J'ai accepté, justement à un moment où je
remets beaucoup de choses en question dans ma perception de la
musique et du progressif en particulier et parce que le
médecin a dit que j'allais mieux.
Certains prendront cette démarche comme un accès
d'intellectualisme pédant mais je leur rappellerai que, de
tout temps, les formes culturelles (dont la musique populaire et
ses sous-genres par exemple) ont été
révélatrices des tendances et des
références de notre société et de sa
santé.
De plus, depuis environ le début des années 90, il
y a un revival indéniable du genre.
Il n'est donc pas négligeable d'en parler de temps en
temps.
Et puis j'ai une heure à perdre alors…
Au début des années cinquante naît
une forme musicale simpliste qu'on appelle Rythm'n blues, puis
Rock'n roll et qui vient des USA.
Son transit vers notre vieux continent est facilité par
la mouvance économique d'après-guerre.
Finies la guinguette, les farandoles et la musique folklorique
pour les jeunes européens, c'est le temps des parties et de
l'émancipation contre l'ordre établi, l'establishment
à qui on a si souvent envie de dire " fuck ! " vers
l'âge de 14-15 ans.
Tout ce qui va avec cet establishment est banni :
l'école, l'éducation, les pensées
conservatrices et tout ce qui y fait référence, et
donc la MUSIQUE de papa (ou grand-papa, c'est selon…) : le
Jazz et surtout la Musique Classique, musiques d'initiés
croulants qui en prennent ainsi pour leur grade.

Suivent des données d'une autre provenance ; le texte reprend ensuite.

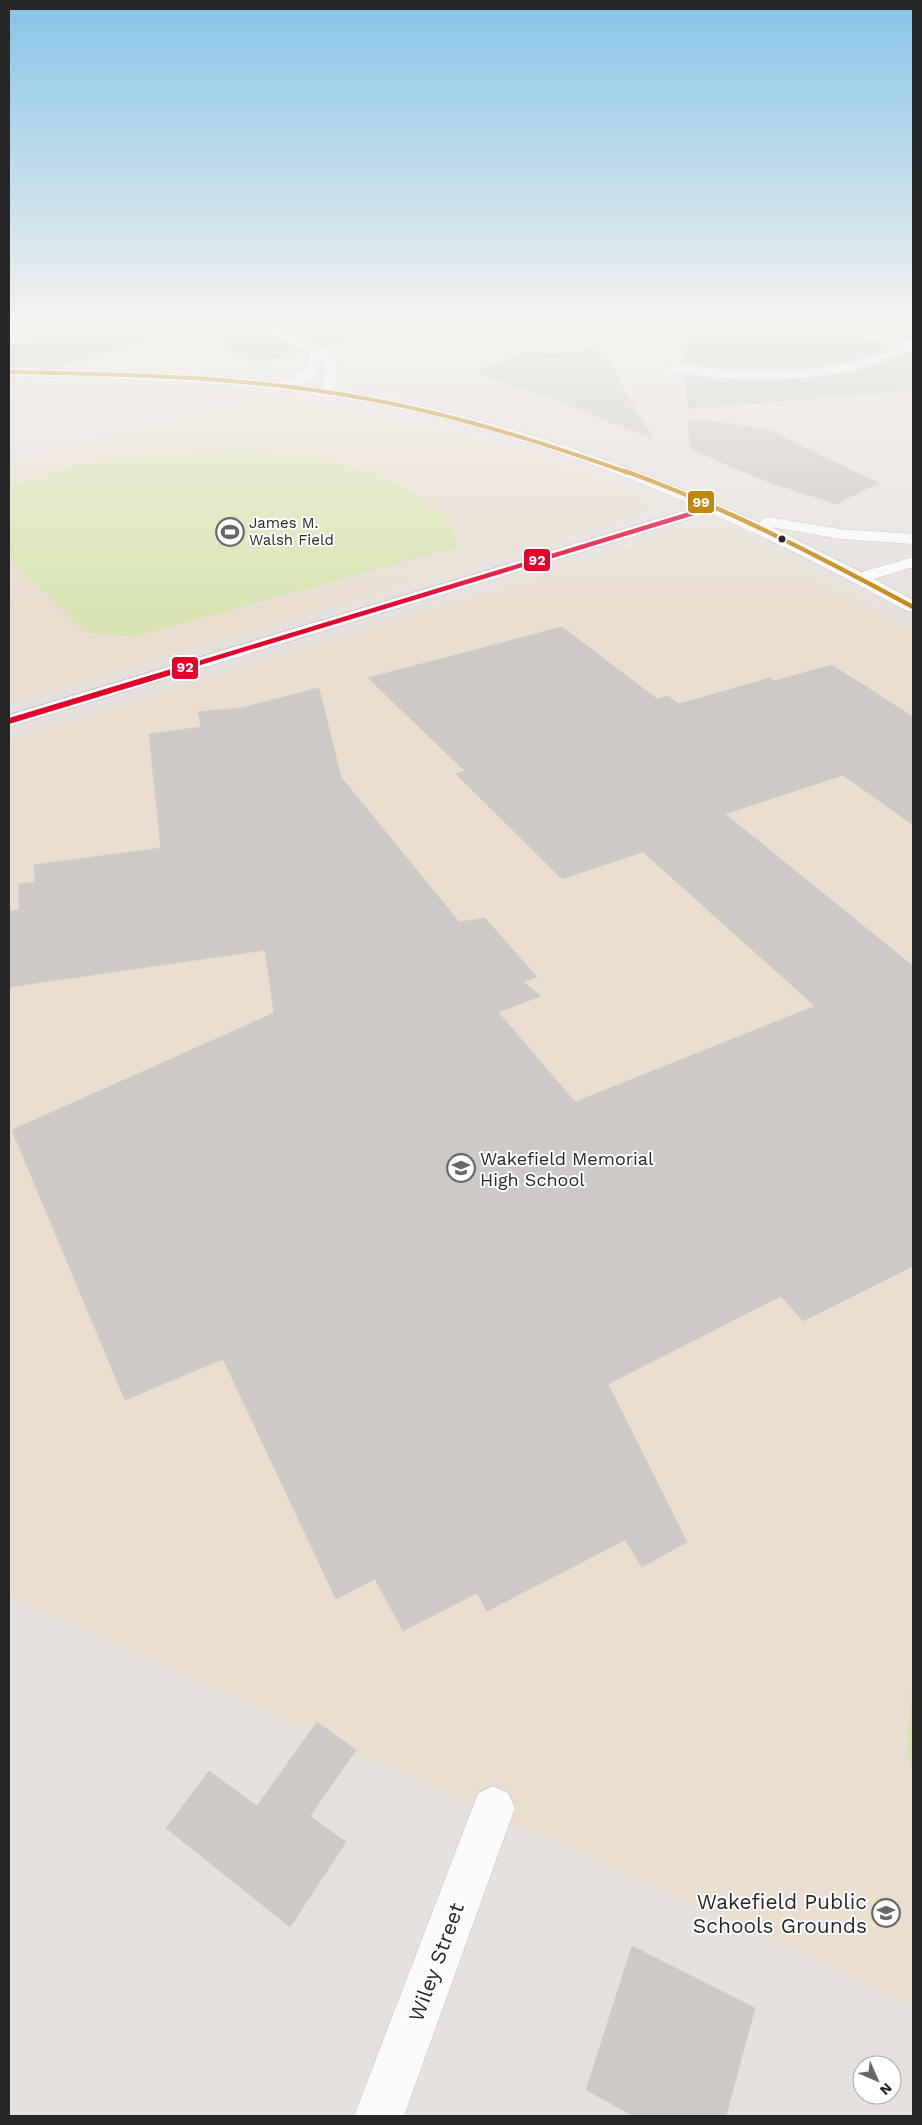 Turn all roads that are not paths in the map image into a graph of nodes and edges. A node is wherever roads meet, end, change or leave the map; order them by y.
1 (456, 418) edge
2 (721, 510) junction
3 (905, 539) edge
4 (829, 562) junction
5 (913, 562) edge
6 (860, 578) junction
7 (913, 607) edge
8 (9, 721) edge
9 (493, 1808) dead end
10 (379, 2116) edge

1 - 2 street
2 - 3 street
2 - 4 street
2 - 8 street
3 - 4 street
4 - 6 street
5 - 6 street
6 - 7 street
9 - 10 street, Wiley Street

Les jeunes dansent et s'éclatent sur les tubes de
Presley, Little Richard, Chuck Berry et tous les autres, et non
plus sur les valses de Strauss ou le swing du vieux Glenn
Miller.
L'industrie du disque alors naissante voit directement le parti
économique qu'elle peut tirer de cette musique si simple et
vite faite, standardisée par ses soins à une
durée de 2 à 3 minutes et qui permet d'instaurer le
culte de la Rock-Star, basée sur l'imagerie et l'attitude
plus que sur la créativité.
Jusqu'à aujourd'hui, ce rock'n roll et ses
dérivés vont être les maîtres du disque,
des ondes radio, de la TV et sera l'emblème de la
pensée des jeunes occidentaux souvent reprise sous
l'étendard : " Sex, Drugs and Rock'n Roll ".
Le rock est devenu un phénomène de
société qui a marqué à jamais la
deuxième moitié du 20ème siècle en
occident.
Cependant, en y regardant de plus près, ce mouvement
révolutionnaire n'est qu'une " limitation " du vocabulaire
des compositeurs : mélodies, rythmes, grilles d'accords,
durées et structures limitées à la base du
rythm'n blues, vocabulaire limité à environ 250 mots,
propos-bateaux destinés à la consommation d'un public
jeune et en mal de rébellion contre l'ordre établi et
surtout : démocratisation du mouvement (il suffit de se
mettre à plusieurs, d'apprendre 3 accords et d'avoir une
guitare).
Le rock est un très mince outil pour qui a envie de faire
de la musique d'inspiration.
Oserai-je le dire… dans le vaste univers du rock, et
ça n'a pas changé, la musique n'est qu'un
élément du décor au même titre que la
bière qu'on y boit, le joint qu'on y fume ou la bonne femme
(le mec) qu'on y drague.
Le rock, c'est un événement incluant un peu de
musique.
Pourtant un jour…
En 1967, les Beatles sortent "Sergeant Pepper's Lonely Hearts
Club Band"
L'album est cité comme la première pierre d'un
nouvel édifice qui ramène la musique à un bon
niveau créatif pour les foules.
A en croire ceux qui ont vécu ce moment, cet album-culte
était inattendu, inconcevable et révolutionna
complètement le Petit Monde de Don Camirock.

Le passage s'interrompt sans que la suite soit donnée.